Southern Wetland Flora
Field Office Guide to Plant Species
Arisaema dracontium (L.) Schott
- Family: Aroid (Araceae)
- Flowering: April-June
- Field Marks: This species is distinguished from all others by the single leaf divided into 5-15 leaflets and the long, slender, yellow "tail" of the flower cluster that is exserted from the spathe.
- Habitat: Rich, damp, shaded woods; thickets; swales.
- Habit: Herb with an underground corm and no aerial stem.
- Stems: Underground, thickened, giving rise to a leafless flower stalk and a single, compound leaf.
- Leaves: Single, arising from an underground. stem, divided into 5-15 leaflets; each leaflet obovate or oblong, often asymmetrical, pointed at the tip, tapering to the base, usually without teeth, smooth, up to 10 inches long, up to 4 inches wide.

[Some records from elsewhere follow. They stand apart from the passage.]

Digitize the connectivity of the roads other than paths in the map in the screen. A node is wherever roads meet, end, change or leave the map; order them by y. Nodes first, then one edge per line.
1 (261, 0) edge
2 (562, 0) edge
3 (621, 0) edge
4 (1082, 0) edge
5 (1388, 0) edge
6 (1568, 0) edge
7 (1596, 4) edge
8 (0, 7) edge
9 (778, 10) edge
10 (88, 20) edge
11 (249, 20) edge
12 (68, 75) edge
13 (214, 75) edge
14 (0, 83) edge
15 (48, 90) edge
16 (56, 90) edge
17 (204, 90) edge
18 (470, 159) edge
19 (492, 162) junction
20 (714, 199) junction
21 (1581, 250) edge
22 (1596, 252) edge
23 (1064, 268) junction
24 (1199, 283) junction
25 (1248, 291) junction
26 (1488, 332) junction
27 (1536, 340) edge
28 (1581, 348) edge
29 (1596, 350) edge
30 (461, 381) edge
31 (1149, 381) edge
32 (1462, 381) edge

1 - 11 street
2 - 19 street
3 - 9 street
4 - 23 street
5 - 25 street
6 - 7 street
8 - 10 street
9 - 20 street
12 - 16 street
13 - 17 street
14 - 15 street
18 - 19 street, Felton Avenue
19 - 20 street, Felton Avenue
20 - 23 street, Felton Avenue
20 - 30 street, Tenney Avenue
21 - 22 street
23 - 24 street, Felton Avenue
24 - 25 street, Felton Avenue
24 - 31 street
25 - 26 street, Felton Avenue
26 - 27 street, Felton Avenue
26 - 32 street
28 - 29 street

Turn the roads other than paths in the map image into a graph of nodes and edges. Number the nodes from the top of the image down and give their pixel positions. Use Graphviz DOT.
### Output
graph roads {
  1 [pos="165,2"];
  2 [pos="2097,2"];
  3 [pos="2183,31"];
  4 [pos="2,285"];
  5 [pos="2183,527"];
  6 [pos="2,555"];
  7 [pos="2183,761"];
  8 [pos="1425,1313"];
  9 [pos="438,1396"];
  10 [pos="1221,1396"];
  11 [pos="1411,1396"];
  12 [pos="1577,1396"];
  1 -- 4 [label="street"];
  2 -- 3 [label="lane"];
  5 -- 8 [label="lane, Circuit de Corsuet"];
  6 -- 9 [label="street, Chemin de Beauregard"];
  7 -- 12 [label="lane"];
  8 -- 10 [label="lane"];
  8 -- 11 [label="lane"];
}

- Flowers: Male and female flowers borne separately on a thickened stalk (spadix) which tapers to a long, slender, yellow "tail," the flowers of the base of the spadix surrounded by a green spathe.
- Sepals: 0.
- Petals: 0.
- Stamens: 4, very tiny.
- Pistils: Ovary superior, 1-parted.
- Fruits: Berries crowded into a dense cluster, red; each berry shiny, about 1/6 inch in diameter.
- Notes: The corm, which is starchy, can be dried and ground and used as flour.